Beautiful, soak it all in. You're a lucky man.


----------



## manbuckwal (May 17, 2016)

Very cool, thanks for sharing !


----------



## barry richardson (May 17, 2016)

Very cool, thanks for the pics.... I'm green with envy.....


----------



## Nature Man (May 17, 2016)

Nothing like Hawaii to warm your soul! Great pics of the trees on the trail, and great discovery of the guy selling Koa. Those are beautiful chunks that you purchased. Now time too make the wife happy. Chuck


----------



## ironman123 (May 17, 2016)

Have a wonderful, memorable trip. Looks great.


----------



## Jim Beam (May 17, 2016)

justallan said:


> Looks like fun. Hawaii is one of the few places that I would like to visit.



Do it now Allan. Trust me, you won't be disappointed. Fly or drive to Denver and catch a direct flight to Maui.

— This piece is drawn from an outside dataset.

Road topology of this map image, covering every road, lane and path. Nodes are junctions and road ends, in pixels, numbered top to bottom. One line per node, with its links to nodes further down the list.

Reactions: Thank You! 1 | Agree 1


----------



## Kevin (May 17, 2016)

Thanks for the Pics and trip report Tom. Don't be shy about sharing more pics of the island and what y'all do.

Reactions: Agree 3


----------



## Kevin (May 17, 2016)

By the way Tom, I find it rather despairing, disheartening, distressing, depressing, divisive, destructive, dark, defenseless, disgusting, disturbing, deplorable, and even a little dirty that you didn't get a picture of the man's business card for us. I bet very few of us have ever seen an actual business card from a Kauai Koa dealer, so we have no idea what one looks like. I for one am interested in seeing what kind of paper he chose and especially what all the letters and numbers on it look like.

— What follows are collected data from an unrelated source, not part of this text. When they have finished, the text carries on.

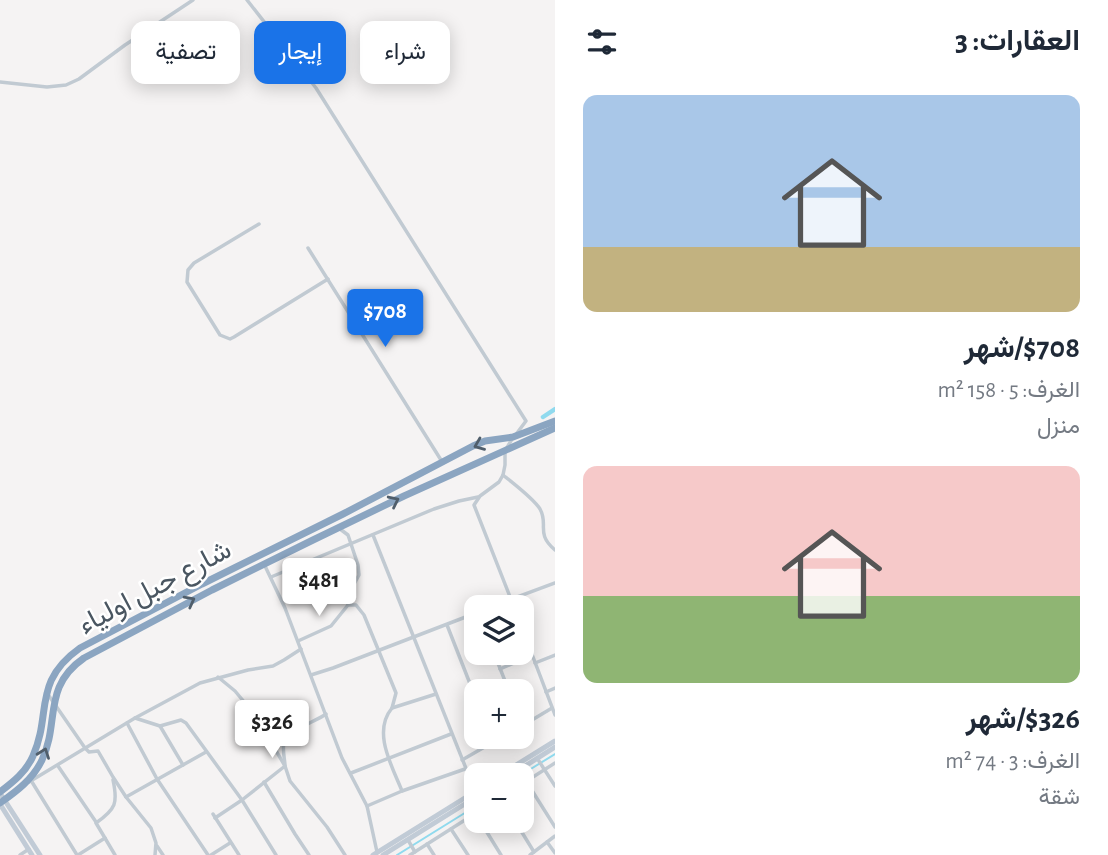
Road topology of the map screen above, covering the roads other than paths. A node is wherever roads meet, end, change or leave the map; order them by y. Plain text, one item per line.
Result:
1 (193, 0) edge
2 (247, 0) edge
3 (0, 82) edge
4 (259, 223) dead end
5 (308, 248) dead end
6 (328, 279) junction
7 (555, 421) edge
8 (555, 428) edge
9 (513, 438) junction
10 (505, 451) junction
11 (443, 462) junction
12 (503, 475) junction
13 (480, 496) junction
14 (338, 528) junction
15 (373, 535) junction
16 (351, 544) junction
17 (555, 550) edge
18 (264, 564) junction
19 (271, 577) junction
20 (555, 583) edge
21 (509, 595) edge
22 (522, 595) edge
23 (348, 605) junction
24 (464, 618) edge
25 (447, 625) junction
26 (413, 637) junction
27 (298, 641) junction
28 (301, 649) junction
29 (379, 650) junction
30 (555, 655) edge
31 (535, 663) joint
32 (499, 665) edge
33 (507, 665) edge
34 (500, 668) junction
35 (311, 675) junction
36 (218, 677) junction
37 (468, 679) edge
38 (504, 679) edge
39 (555, 688) edge
40 (46, 691) junction
41 (546, 692) junction
42 (436, 694) junction
43 (54, 703) junction
44 (392, 708) junction
45 (552, 709) junction
46 (326, 714) junction
47 (555, 715) edge
48 (135, 718) junction
49 (534, 719) edge
50 (127, 723) junction
51 (160, 726) junction
52 (451, 734) junction
53 (555, 741) edge
54 (555, 747) edge
55 (85, 748) junction
56 (477, 749) edge
57 (206, 752) junction
58 (536, 756) junction
59 (389, 758) junction
60 (462, 760) junction
61 (523, 763) edge
62 (526, 763) edge
63 (555, 764) edge
64 (58, 765) junction
65 (183, 765) junction
66 (285, 766) junction
67 (464, 766) edge
68 (464, 769) edge
69 (545, 769) junction
70 (351, 773) junction
71 (534, 776) edge
72 (113, 777) junction
73 (157, 779) junction
74 (29, 782) junction
75 (264, 782) junction
76 (555, 786) edge
77 (402, 791) junction
78 (126, 797) junction
79 (534, 797) edge
80 (1, 798) edge
81 (242, 800) junction
82 (464, 800) edge
83 (464, 805) edge
84 (367, 806) junction
85 (464, 821) edge
86 (96, 822) junction
87 (555, 827) edge
88 (451, 829) junction
89 (487, 833) edge
90 (521, 833) edge
91 (555, 836) edge
92 (105, 838) junction
93 (408, 840) junction
94 (547, 842) junction
95 (231, 843) junction
96 (427, 844) junction
97 (157, 846) junction
98 (31, 852) edge
99 (415, 852) junction
100 (532, 853) edge
101 (555, 853) edge
102 (378, 854) edge
103 (20, 855) edge
104 (40, 855) edge
105 (78, 855) edge
106 (115, 855) edge
107 (155, 855) edge
108 (163, 855) edge
109 (209, 855) edge
110 (239, 855) edge
111 (275, 855) edge
112 (309, 855) edge
113 (345, 855) edge
114 (410, 855) edge
115 (434, 855) edge
116 (468, 855) edge
117 (501, 855) edge

1 - 3 street
2 - 9 street
4 - 6 street
5 - 6 street
6 - 11 street
7 - 9 highway, شارع جبل اولياء
8 - 10 highway, شارع جبل اولياء
9 - 10 street
9 -> 11 highway, شارع جبل اولياء
10 - 12 street
14 -> 10 highway, شارع جبل اولياء
11 - 40 highway, شارع جبل اولياء
12 - 13 street
12 - 17 street
13 - 15 street
13 - 21 street
14 - 16 street
14 - 18 highway, شارع جبل اولياء
15 - 16 street
15 - 26 street
16 - 19 street
16 - 23 street
18 - 19 street
43 -> 18 highway, شارع جبل اولياء
19 - 27 street
20 - 22 street
23 - 27 street
23 - 29 street
24 - 25 street
25 - 26 street
25 - 37 street
26 - 29 street
26 - 42 street
27 - 28 street
28 - 35 street
28 - 36 street
29 - 35 street
29 - 44 street
30 - 31 street
31 - 41 street
32 - 34 street
33 - 34 street
34 - 38 street
35 - 46 street
36 - 48 street
36 - 66 street
39 - 41 street
40 - 43 street
40 - 80 highway, شارع جبل اولياء
41 - 45 street
42 - 44 street
42 - 52 street
43 - 55 street
74 -> 43 highway, شارع جبل اولياء
44 - 59 street
45 - 47 street
45 - 49 street
46 - 66 street
46 - 70 street
48 - 50 street
48 - 51 street
50 - 55 street
50 - 73 street
51 - 57 street
51 - 65 street
52 - 59 street
52 - 60 street
53 - 58 street
54 - 58 street
55 - 64 street
55 - 72 street
56 - 60 street
57 - 65 street
57 - 81 street
58 - 61 street
58 - 62 street
58 - 69 street
59 - 70 street
59 - 77 street
60 - 67 street
63 - 69 street
64 - 74 street
64 - 86 street
65 - 73 street
66 - 75 street
66 - 113 street
68 - 77 street
69 - 71 street
69 - 76 street
70 - 84 street
72 - 78 street
72 - 86 street
73 - 78 street
73 - 109 street
74 - 80 highway, شارع جبل اولياء
74 - 105 street
75 - 81 street
75 - 112 street
77 - 84 street
78 - 97 street
79 - 87 street
80 - 98 street
80 - 104 street
81 - 95 street
81 - 111 street
82 - 102 street
83 - 93 street
84 - 102 street
85 - 88 street
86 - 92 street
88 - 96 street
88 - 116 street
89 - 117 street
90 - 100 street
91 - 94 street
92 - 105 street
92 - 106 street
93 - 99 street
93 - 102 street
94 - 100 street
94 - 101 street
95 - 109 street
95 - 110 street
96 - 99 street
96 - 115 street
97 - 107 street
97 - 108 street
98 - 103 street
99 - 114 street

Reactions: Like 1 | Agree 1 | Great Post 1 | Funny 4


----------



## Schroedc (May 17, 2016)

Kevin said:


> By the way Tom, I find it rather despairing, disheartening, distressing, depressing, divisive, destructive, dark, defenseless, disgusting, disturbing, deplorable, and even a little dirty that you didn't get a picture of the man's business card for us. I bet very few of us have ever seen an actual business card from a Kauai Koa dealer, so we have no idea what one looks like. I for one am interested in seeing what kind of paper he chose and especially what all the letters and numbers on it look like.



Yes, his choice of font would be quite interesting to behold.....

Reactions: Agree 2


----------



## Tom Smart (May 17, 2016)

Kevin said:


> By the way Tom, I find it rather despairing, disheartening, distressing, depressing, divisive, destructive, dark, defenseless, disgusting, disturbing, deplorable, and even a little dirty that you didn't get a picture of the man's business card for us. I bet very few of us have ever seen an actual business card from a Kauai Koa dealer, so we have no idea what one looks like. I for one am interested in seeing what kind of paper he chose and especially what all the letters and numbers on it look like.


It's in my wallet.

Reactions: Like 1 | Funny 1


----------



## Tom Smart (May 17, 2016)

Kevin said:


> Don't be shy about sharing more pics of the island and what y'all do.



More pictures it is @Kevin

We are staying on the north coast of the island and this is our view.





The island is over run with feral chickens. They are ever present and in any color you can imagine.





The start of the Kalalau trial to the Na Pali Coast on the northwest side of the island. The coast is not accessible by road - boat, helicopter or walk.





Thought it would get easier and maybe a little flatter, but no....





But this is what you get along the way.





The full trail is 11 miles out and 11 back. Requires a night of camping. We did 2 miles out to this beach.





And just to keep Woody happy, another Koa tree.





Off to do my penance now at a botanical garden.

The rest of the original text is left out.